Store at 25°C (77°F); excursions permitted between 15° and 30°C (59° and 86°F).

Dispense in a sealed, tamper-evident, childproof, light-resistant container.

17 PATIENT COUNSELING INFORMATION

Advise the patient to read the FDA-approved patient labeling (Medication Guide and Instructions for Use)

Addiction, Abuse, and Misuse

Inform patients that the use of Morphine Sulfate, even when taken as recommended, can result in addiction, abuse, and misuse, which can lead to overdose and death . Instruct patients not to share Morphine Sulfate with others and to take steps to protect Morphine Sulfate from theft or misuse.

Life-Threatening Respiratory Depression

Inform patients of the risk of life-threatening respiratory depression, including information that the risk is greatest when starting Morphine Sulfate or when the dosage is increased, and that it can occur even at recommended doses . Advise patients how to recognize respiratory depression and to seek medical attention if breathing difficulties develop.

Accidental Ingestion

Inform patients that accidental ingestion, especially by children, may result in respiratory depression or death . Instruct patients to take steps to store Morphine Sulfate securely and to dispose of unused Morphine Sulfate by flushing the capsules down the toilet.

Interactions with Alcohol

Instruct patients not to consume alcoholic beverages, or prescription and non-prescription products that contain alcohol, during treatment with Morphine Sulfate. The co-ingestion of alcohol with Morphine Sulfate may result in increased plasma levels and a potentially fatal overdose of Morphine Sulfate.
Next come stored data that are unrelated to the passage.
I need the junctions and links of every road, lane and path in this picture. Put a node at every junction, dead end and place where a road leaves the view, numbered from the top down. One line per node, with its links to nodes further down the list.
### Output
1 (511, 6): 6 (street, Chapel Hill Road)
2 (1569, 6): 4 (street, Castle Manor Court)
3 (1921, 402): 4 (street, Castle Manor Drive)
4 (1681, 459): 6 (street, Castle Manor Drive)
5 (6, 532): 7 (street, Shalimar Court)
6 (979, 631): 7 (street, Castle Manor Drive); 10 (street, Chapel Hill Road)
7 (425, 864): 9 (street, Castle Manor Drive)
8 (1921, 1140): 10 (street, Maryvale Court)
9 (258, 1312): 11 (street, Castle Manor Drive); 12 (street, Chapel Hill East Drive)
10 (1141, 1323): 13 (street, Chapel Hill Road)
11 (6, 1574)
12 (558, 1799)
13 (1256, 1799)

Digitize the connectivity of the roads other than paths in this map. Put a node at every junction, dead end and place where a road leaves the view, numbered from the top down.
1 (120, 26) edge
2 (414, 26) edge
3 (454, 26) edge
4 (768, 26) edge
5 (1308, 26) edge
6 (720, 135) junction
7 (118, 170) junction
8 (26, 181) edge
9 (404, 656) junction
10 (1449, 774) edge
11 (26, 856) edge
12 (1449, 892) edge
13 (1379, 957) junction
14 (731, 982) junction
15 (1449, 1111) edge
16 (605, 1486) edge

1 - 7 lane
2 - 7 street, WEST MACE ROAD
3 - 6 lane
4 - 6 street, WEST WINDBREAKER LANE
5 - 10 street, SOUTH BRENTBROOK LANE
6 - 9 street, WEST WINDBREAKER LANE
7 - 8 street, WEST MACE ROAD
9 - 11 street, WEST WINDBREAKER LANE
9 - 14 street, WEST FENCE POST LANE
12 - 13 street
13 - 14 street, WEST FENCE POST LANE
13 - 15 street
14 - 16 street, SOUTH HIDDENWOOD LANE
Interactions with Benzodiazepines and Other CNS Depressants

Inform patients and caregivers that potentially fatal additive effects may occur if Morphine Sulfate is used with benzodiazepines or other CNS depressants, including alcohol, and not to use these concomitantly unless supervised by a healthcare provider .

Serotonin Syndrome

Inform patients that opioids could cause a rare but potentially life-threatening condition resulting from concomitant administration of serotonergic drugs. Warn patients of the symptoms of serotonin syndrome and to seek medical attention right away if symptoms develop. Instruct patients to inform their physicians if they are taking, or plan to take serotonergic medications .

MAOI Interaction

Inform patients not to take Morphine Sulfate while using any drugs that inhibit monoamine oxidase. Patients should not start MAOIs while taking Morphine Sulfate .

Adrenal Insufficiency

Inform patients that opioids could cause adrenal insufficiency, a potentially life-threatening condition. Adrenal insufficiency may present with non-specific symptoms and signs such as nausea, vomiting, anorexia, fatigue, weakness, dizziness, and low blood pressure. Advise patients to seek medical attention if they experience a constellation of these symptoms .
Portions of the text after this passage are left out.